Dans ces années de découverte de la photo, Séville s’invente aussi un nouveau décor : une logique esthétique, de rues en places, de façades en rivages. On voit naitre ce nouveau décor qui se pense. Détail significatif : le nombre de tout petits arbres à peine plantés. Les orangers du patio Bandera, par exemple, sont des plans maigrelets tout juste mis en terre.

Bien sûr, les photographies les plus intéressantes sont celles qui capturent des visages et des corps encore peu habitués à l’exercice.
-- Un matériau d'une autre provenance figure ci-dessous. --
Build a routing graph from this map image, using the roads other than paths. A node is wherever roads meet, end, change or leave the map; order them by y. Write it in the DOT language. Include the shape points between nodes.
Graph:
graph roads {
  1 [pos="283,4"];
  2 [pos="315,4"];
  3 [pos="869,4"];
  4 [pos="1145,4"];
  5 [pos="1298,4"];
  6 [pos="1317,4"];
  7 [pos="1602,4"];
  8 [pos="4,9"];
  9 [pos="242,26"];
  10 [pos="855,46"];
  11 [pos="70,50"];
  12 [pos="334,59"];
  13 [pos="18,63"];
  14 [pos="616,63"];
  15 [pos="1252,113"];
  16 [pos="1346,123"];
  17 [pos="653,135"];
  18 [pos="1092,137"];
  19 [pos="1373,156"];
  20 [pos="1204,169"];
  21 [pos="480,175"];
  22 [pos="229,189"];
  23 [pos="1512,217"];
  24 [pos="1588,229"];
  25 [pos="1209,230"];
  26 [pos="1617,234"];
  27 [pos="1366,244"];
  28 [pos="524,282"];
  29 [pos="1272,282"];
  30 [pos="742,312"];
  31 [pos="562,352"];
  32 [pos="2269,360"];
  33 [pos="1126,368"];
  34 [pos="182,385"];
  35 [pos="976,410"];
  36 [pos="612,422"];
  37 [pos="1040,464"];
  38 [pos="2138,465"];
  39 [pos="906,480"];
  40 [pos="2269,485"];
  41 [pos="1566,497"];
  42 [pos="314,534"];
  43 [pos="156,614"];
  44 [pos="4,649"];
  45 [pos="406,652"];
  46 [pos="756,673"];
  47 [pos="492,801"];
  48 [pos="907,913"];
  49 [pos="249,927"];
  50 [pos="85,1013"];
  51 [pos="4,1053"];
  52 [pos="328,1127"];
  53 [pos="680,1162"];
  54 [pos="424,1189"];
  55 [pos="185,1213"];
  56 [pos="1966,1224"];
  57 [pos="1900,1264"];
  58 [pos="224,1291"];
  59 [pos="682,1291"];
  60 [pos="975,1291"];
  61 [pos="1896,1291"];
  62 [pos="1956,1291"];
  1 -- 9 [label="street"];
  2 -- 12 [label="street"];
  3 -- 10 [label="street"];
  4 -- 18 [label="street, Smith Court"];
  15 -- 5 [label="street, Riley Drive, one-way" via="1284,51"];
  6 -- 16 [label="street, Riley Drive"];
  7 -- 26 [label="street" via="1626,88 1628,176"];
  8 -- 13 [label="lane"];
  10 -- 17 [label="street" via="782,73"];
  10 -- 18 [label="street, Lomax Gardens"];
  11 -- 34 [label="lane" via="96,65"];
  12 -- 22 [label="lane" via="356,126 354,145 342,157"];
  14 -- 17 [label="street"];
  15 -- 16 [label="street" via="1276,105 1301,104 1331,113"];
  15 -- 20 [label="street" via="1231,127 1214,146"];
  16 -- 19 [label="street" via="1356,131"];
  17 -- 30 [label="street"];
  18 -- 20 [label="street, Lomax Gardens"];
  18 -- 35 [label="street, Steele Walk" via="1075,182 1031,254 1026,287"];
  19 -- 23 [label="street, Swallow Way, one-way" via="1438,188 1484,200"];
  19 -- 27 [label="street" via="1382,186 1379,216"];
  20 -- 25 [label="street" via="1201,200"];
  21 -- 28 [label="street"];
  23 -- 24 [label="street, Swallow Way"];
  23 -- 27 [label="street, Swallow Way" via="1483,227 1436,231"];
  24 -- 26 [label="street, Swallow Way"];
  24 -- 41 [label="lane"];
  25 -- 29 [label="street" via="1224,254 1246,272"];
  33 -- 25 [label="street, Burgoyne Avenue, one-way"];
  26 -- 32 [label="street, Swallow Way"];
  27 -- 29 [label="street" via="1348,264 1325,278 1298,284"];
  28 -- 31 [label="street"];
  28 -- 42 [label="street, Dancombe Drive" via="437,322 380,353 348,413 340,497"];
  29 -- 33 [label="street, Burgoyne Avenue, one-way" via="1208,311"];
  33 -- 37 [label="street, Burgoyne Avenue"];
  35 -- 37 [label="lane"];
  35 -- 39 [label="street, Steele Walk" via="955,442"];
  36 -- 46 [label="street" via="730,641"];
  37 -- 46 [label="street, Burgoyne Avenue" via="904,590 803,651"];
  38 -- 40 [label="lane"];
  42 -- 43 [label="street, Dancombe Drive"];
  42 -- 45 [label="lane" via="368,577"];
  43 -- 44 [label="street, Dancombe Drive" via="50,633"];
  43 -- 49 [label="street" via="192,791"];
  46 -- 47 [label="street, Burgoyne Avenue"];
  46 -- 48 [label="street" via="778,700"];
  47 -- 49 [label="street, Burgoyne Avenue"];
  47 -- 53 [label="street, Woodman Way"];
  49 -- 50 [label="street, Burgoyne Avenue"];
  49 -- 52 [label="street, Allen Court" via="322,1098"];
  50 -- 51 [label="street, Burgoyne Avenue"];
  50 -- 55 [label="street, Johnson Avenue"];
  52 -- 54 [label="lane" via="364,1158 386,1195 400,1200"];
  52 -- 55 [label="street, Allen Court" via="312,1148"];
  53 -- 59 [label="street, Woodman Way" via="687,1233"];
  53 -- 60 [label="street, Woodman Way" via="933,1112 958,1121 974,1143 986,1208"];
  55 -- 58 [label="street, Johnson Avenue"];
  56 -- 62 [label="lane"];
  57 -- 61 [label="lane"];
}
Il y a de la vérité dans cette innocence, un abandon avant que des règles non dites, mais intégrées par tous, viennent transformer la photographie en un code presque unique répété à l’infini. Regardez les cigarières de la fameuse fabrique royale de tabac : des femmes durement présentes, vivantes, bien éloignées des représentations convenues de la peinture costumbriste !... Aucun folklore, pas de chants ni d’aguicheries : le travail, qui marque les visages et fait s’enfuir les sourires. On leur a dit, en plus, ne bougez pas, tenez la pose. Et celles qui n’ont pas tenu ont un visage effacé, comme mort…

 Cigareras

 

En sortant de l’expo, contre le mur d’une placette de Santa Cruz, un guitariste fait la manche. Sur une petite pancarte, posée dans l’étui de son instrument, ouvert pour récolter les pièces de monnaie, il annonce : « Flamenco y Classic ». Et l’on sait à l’instant que c’est l’absolue certitude de n’avoir ni l’un ni l’autre…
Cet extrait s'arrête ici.